This is an application by an inmate of the Attica State Prison for an order vacating and setting aside a judgment of conviction had in this court on February 20, 1942. The factual background of the application is undisputed. The defendant, indicted on January 30, 1942, appeared with counsel on that date and entered a plea of not guilty. Subsequently that plea was withdrawn and one of guilty entered in its place. On February 20,1942, the defendant appeared for sentence without his attorney and then advised the court that his attorney had been called to the service of his country. The court replied that defendant’s counsel had conferred with the court prior to his departure and proceeded to impose sentence.

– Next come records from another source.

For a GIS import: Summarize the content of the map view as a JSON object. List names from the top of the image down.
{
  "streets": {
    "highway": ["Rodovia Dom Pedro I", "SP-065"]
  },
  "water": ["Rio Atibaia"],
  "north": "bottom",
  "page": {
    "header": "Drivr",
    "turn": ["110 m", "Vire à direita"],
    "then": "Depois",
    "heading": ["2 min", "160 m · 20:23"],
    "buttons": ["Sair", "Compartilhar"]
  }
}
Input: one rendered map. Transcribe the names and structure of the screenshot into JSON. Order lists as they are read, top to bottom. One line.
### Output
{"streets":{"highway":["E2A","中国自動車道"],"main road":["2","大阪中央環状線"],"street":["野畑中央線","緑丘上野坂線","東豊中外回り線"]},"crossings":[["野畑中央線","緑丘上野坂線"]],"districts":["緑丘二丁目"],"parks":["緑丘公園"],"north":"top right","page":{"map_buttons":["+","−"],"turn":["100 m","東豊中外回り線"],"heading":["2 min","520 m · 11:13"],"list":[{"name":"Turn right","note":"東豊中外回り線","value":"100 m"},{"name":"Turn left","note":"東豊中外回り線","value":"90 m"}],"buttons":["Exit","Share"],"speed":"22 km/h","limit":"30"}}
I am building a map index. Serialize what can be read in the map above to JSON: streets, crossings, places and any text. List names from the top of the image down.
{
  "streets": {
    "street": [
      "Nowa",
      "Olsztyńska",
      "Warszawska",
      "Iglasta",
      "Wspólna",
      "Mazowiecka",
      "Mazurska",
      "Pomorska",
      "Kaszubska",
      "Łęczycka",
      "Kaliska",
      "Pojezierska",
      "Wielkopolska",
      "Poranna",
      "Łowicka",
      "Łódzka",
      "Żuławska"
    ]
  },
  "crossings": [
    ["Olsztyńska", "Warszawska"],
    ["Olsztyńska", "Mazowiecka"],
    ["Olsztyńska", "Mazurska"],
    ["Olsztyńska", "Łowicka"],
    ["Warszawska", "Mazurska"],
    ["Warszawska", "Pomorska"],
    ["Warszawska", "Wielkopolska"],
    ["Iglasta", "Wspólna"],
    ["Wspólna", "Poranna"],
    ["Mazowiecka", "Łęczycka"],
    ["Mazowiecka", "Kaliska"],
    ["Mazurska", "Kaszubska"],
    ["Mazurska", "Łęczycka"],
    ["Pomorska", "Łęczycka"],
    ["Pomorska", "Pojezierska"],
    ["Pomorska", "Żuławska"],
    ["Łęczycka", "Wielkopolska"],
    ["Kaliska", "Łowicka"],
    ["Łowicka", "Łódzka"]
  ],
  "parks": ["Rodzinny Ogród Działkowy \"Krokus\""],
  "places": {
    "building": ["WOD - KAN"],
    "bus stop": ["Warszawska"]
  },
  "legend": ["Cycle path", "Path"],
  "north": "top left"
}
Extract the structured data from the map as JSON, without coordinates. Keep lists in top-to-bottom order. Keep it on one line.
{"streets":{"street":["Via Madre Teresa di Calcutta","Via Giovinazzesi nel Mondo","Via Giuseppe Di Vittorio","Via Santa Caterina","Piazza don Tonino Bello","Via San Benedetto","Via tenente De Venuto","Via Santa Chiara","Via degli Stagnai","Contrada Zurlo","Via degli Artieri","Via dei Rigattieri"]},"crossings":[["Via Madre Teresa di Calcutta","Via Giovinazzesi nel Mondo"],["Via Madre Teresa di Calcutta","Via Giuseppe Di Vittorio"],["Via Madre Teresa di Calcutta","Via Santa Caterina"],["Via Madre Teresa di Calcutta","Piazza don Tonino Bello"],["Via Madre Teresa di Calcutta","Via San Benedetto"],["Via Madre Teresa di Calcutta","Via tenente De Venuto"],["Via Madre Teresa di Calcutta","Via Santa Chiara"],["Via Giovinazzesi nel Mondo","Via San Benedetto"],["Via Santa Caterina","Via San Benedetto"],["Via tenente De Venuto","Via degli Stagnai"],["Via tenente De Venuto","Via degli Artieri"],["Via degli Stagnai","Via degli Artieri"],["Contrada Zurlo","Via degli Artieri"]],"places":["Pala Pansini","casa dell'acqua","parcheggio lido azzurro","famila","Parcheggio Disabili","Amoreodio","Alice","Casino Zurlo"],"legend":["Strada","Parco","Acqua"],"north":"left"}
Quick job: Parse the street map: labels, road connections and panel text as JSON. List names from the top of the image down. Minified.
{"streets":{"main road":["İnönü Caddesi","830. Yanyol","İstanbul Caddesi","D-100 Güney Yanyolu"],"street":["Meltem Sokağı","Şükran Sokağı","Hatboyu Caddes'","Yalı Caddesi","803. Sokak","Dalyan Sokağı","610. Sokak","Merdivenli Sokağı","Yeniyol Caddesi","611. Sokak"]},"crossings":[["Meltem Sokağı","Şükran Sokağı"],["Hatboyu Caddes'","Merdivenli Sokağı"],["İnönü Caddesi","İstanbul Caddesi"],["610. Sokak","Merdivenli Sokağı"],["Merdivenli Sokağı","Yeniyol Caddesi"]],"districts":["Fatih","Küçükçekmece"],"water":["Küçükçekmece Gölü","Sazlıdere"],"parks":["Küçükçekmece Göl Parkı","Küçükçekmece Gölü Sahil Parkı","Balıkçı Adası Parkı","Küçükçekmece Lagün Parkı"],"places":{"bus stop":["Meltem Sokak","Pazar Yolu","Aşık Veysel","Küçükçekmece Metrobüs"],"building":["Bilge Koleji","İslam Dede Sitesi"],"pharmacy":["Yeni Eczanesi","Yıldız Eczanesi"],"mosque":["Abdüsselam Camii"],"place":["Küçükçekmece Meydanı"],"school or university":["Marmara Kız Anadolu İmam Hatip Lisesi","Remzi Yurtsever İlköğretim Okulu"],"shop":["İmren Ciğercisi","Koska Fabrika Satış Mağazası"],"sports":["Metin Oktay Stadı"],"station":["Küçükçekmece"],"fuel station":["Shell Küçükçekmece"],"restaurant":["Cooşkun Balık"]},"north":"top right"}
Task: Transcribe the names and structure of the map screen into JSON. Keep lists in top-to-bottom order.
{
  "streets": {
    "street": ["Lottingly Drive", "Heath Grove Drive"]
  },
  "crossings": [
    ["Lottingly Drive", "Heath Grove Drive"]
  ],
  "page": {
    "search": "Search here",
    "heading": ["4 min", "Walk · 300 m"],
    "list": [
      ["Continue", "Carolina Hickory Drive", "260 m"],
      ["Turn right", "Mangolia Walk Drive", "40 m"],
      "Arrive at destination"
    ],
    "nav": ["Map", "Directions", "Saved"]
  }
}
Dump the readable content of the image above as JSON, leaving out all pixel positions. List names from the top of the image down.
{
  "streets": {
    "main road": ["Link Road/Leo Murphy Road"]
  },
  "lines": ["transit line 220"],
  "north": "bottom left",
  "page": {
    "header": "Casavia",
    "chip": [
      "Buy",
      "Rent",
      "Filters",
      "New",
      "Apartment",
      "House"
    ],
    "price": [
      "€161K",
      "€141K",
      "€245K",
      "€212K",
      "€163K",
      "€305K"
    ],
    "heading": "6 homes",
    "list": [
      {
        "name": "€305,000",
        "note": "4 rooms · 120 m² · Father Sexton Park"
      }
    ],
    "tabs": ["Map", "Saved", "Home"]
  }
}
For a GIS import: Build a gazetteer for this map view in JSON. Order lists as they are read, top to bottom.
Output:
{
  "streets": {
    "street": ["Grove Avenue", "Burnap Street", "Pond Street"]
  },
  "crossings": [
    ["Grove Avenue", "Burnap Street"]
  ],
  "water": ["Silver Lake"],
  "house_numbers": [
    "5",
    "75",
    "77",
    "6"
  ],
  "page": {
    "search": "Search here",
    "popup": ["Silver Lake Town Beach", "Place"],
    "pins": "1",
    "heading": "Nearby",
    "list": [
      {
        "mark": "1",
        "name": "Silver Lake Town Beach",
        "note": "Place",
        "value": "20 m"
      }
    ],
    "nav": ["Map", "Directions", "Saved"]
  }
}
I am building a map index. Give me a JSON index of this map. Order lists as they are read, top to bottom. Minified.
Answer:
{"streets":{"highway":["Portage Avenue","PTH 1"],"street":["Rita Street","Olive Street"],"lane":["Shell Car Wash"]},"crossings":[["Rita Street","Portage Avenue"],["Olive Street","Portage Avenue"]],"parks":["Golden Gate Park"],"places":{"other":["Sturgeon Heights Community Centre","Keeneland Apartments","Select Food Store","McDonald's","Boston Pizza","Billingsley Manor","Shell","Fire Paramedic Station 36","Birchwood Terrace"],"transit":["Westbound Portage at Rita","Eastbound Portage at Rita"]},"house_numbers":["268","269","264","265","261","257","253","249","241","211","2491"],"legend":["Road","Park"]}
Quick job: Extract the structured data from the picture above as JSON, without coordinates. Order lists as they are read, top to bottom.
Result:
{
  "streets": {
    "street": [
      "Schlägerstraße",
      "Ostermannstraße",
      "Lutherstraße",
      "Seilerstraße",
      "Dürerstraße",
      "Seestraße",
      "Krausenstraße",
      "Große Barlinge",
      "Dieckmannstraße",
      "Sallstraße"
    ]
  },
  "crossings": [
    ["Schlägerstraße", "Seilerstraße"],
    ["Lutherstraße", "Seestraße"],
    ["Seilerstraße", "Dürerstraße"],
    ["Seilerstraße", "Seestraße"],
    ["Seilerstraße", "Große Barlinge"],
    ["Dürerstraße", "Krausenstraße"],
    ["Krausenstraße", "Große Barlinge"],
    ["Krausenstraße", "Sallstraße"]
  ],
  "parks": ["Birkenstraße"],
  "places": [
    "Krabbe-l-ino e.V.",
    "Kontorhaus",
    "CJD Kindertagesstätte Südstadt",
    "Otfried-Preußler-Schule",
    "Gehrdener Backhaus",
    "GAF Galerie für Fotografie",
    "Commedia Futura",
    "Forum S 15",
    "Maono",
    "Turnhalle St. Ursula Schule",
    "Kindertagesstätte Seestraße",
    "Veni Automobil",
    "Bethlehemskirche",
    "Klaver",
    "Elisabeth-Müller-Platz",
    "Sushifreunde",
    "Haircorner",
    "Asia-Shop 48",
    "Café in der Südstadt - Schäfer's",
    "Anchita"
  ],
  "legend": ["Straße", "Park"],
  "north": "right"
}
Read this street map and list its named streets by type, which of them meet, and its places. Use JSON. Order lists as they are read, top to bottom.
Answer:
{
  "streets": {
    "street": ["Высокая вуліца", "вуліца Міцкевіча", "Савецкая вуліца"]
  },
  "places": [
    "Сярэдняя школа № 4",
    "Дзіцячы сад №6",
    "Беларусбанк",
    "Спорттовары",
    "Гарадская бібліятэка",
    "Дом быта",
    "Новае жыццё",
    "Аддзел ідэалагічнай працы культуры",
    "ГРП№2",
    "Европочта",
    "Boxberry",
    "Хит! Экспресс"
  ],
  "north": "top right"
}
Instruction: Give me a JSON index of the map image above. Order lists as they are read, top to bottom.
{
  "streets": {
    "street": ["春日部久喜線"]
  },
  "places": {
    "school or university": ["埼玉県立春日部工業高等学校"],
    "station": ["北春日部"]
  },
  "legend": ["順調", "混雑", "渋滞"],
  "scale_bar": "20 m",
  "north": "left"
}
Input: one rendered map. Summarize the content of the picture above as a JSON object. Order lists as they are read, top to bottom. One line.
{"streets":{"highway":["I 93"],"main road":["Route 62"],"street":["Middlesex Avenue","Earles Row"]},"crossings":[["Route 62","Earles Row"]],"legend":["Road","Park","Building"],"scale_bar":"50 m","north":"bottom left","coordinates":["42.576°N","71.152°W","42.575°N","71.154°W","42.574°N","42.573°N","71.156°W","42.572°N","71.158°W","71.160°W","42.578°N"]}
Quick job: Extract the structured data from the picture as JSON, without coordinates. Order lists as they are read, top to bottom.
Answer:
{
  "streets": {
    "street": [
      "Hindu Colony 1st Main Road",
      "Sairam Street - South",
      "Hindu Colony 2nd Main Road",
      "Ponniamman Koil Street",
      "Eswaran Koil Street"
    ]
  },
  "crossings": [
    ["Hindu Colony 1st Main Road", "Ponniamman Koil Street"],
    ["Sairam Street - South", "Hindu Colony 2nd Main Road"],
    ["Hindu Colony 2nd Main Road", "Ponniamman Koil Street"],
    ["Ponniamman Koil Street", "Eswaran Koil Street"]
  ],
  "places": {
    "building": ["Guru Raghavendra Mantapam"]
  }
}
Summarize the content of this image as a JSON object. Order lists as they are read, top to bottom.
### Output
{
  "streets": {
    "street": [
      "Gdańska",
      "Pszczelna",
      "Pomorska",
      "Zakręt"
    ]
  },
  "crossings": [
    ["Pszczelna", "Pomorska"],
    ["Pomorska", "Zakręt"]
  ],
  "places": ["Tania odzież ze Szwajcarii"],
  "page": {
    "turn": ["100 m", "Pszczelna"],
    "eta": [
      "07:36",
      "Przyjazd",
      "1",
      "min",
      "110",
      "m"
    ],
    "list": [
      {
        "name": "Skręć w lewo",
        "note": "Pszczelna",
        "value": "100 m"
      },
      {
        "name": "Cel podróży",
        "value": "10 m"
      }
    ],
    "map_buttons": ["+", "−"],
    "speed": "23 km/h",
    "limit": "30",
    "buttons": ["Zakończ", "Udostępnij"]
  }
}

In July of 1953, the defendant instituted a so-called coram nobis proceeding in this court to vacate the 1942 conviction upon the grounds that he was without counsel at the time of sentencing and that a sentence promise, which induced his plea of guilty, had not been honored. A hearing was held upon these allegations and the petition denied on September 4, 1953. This denial was affirmed upon appeal to the Appellate Division, Fourth Department (283 App. Div. 433). The latter court held specifically that the absence of counsel at the time defendant was sentenced was not such a deprivation of the defendant’s constitutional or statutory rights to counsel as to render the sentence irregular. That decision, to a considerable degree, relied upon the holding of the United States Supreme Court in Betts v. Brady (316 U. S. 455) to the effect that the due process requirement of the Fourteenth Amendment to the United States Constitution did not require the assignment of counsel in non-capital prosecutions in State courts in the absence of special circumstances indicating that a fair hearing could not be had without such an assignment. Betts v. Brady has since been overruled by Gideon v. Waimvright (372 U. S. 335) and despite the fact that Hasenstab has been cited as a precedent for the proposition that the absence of counsel at the time of sentence is not a ground for vacation of the sentence (People ex rel. Jones v. Chemung County Ct., 8 A D 2d 860; People ex rel. La Mere v. Jackson, 9 A D 2d 843; People v. Christian, 15 A D 2d 840) it too has been regarded by the court which decided it as overruled by later Federal decisions. (People v. Callahan, 19 A D 2d 585.)
The situation here is unique since the question of law presented was resolved against the defendant earlier by the Appel*107late Division of this court. However, it appears safe to say now that the effect of later Federal decisions, including that in Gideon and those which had interpreted the Gideon holding as having retroactive application (see Doughty v. Maxwell, 376 U. S. 202; Pickelsimer v. Wainwright, 375 U. S. 2; United States ex rel. Durocher v. La Vallee, 330 F. 2d 303), have removed the basis for that earlier decision and that were the same question presented de novo it would be decided in favor of the defendant. This is made plain by the action of the Appellate Division in remanding for resentence one who had not been advised of his right to counsel upon sentence (People v. Callahan, supra). It appears then that applications to vacate sentences made upon the same ground as is this petition would be entertained whether the convictions were before or after Hasenstab and it seems fairly clear that the doctrine of res judicata would not impede such applications as might have been made and denied previously (Matter of Bojinoff v. People, 299 N. Y. 145; People v. Marra, 1 AD 2d 545).
If these conclusions be correct, neither logic nor justice would justify denial of relief to this defendant and that relief should be available in the trial court rather than by way of appeal.
The application to set aside the judgment of conviction entered here against the defendant on February 20, 1942, should be granted to the extent only that the sentence imposed is vacated and the defendant remanded for resentencing.